● ASSIGNMENT
The result should be every line in the data below that carries the string "mouth".

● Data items
┄┄┄┄┄┄┄┄┄┄
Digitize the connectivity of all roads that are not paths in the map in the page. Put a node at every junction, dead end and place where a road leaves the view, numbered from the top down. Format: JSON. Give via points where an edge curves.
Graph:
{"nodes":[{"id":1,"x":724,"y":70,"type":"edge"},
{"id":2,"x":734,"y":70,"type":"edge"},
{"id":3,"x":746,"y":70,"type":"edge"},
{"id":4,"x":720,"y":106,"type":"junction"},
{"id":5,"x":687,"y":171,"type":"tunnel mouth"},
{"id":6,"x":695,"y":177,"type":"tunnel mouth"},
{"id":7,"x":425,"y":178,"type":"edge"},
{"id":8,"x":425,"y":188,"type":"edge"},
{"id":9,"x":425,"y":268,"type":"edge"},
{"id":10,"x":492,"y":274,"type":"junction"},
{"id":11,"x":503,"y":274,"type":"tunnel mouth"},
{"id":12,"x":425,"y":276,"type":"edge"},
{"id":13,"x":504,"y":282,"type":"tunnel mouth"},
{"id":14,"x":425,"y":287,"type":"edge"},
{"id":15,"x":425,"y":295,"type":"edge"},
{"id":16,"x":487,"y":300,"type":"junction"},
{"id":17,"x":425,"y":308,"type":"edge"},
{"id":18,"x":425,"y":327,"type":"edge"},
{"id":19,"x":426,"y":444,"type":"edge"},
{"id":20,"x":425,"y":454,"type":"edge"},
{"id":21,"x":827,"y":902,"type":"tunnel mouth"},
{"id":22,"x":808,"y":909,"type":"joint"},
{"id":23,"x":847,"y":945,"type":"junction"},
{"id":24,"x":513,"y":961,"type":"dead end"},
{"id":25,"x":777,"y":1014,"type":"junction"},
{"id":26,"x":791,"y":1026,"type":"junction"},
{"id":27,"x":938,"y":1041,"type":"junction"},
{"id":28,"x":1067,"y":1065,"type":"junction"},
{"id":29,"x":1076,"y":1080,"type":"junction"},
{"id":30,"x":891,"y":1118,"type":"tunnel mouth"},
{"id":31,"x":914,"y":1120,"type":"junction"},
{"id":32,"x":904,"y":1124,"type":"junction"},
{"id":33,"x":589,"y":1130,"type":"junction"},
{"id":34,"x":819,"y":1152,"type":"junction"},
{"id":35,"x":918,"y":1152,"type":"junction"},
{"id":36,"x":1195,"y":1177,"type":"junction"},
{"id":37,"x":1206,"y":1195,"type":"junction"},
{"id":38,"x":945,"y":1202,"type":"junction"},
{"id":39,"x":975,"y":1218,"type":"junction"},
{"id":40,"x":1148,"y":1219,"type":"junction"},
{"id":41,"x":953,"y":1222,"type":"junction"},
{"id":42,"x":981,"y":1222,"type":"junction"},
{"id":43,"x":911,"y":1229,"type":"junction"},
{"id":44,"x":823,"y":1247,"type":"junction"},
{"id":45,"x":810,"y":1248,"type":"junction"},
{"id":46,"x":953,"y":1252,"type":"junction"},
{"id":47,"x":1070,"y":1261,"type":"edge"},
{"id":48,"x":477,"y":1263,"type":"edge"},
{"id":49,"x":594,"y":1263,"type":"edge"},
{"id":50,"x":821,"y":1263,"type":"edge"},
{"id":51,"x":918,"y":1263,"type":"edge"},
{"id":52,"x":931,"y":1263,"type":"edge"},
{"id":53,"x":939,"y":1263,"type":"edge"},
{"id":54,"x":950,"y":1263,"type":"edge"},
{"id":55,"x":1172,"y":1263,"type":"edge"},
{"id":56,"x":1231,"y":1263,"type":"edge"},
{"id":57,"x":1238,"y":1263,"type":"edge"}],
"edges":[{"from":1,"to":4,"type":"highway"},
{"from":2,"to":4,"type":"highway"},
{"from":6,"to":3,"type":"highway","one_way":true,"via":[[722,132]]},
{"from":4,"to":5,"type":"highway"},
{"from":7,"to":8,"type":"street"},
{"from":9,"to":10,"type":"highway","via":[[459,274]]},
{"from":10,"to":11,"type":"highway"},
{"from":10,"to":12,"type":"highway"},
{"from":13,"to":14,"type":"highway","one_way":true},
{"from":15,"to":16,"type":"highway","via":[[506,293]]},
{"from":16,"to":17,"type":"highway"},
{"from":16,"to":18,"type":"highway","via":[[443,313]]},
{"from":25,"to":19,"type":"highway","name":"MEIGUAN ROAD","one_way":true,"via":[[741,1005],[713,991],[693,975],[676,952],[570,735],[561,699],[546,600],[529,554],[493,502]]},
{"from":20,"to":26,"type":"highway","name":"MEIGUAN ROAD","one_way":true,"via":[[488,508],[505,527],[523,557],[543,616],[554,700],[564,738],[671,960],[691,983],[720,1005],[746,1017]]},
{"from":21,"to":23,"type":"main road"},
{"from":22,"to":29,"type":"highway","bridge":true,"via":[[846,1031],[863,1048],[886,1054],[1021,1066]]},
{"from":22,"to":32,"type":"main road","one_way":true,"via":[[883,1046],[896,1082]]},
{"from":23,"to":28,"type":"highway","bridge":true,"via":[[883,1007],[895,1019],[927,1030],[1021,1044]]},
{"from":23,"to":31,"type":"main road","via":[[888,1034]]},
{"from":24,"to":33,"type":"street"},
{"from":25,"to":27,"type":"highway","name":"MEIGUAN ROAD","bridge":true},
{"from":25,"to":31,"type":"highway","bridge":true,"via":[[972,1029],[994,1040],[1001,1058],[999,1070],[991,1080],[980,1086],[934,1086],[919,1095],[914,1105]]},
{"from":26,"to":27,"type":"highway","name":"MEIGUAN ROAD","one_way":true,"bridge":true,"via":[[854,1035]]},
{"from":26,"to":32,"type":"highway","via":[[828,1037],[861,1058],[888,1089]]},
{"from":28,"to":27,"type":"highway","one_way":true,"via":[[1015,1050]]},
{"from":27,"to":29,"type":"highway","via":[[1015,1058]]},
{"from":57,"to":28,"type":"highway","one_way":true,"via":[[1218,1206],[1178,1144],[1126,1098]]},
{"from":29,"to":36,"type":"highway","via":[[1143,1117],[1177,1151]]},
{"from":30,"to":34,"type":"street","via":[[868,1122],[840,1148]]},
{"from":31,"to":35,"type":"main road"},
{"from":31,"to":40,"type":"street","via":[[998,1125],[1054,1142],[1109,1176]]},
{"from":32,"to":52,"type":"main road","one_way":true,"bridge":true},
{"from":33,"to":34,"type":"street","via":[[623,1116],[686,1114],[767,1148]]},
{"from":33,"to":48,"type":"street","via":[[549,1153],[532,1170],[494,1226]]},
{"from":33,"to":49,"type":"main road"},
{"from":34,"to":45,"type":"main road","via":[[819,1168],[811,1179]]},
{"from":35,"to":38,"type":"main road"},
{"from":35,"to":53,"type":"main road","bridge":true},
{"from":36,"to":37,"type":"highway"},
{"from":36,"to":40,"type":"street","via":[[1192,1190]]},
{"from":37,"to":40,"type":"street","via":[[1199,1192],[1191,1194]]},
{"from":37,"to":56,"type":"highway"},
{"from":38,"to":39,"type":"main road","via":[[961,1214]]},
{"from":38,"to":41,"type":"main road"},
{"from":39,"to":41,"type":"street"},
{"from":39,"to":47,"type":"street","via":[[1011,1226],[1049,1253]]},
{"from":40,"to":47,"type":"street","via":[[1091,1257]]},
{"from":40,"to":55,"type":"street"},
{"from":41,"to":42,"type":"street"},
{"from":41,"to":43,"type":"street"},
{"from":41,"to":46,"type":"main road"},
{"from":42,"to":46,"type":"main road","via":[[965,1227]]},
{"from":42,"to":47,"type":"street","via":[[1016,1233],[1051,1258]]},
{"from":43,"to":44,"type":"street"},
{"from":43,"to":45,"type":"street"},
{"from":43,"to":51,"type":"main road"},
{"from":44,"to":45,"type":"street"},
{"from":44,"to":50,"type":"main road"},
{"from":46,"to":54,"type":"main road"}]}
┄┄┄┄┄┄┄┄┄┄
● SOLUTION BELOW
{"id":5,"x":687,"y":171,"type":"tunnel mouth"},
{"id":6,"x":695,"y":177,"type":"tunnel mouth"},
{"id":11,"x":503,"y":274,"type":"tunnel mouth"},
{"id":13,"x":504,"y":282,"type":"tunnel mouth"},
{"id":21,"x":827,"y":902,"type":"tunnel mouth"},
{"id":30,"x":891,"y":1118,"type":"tunnel mouth"},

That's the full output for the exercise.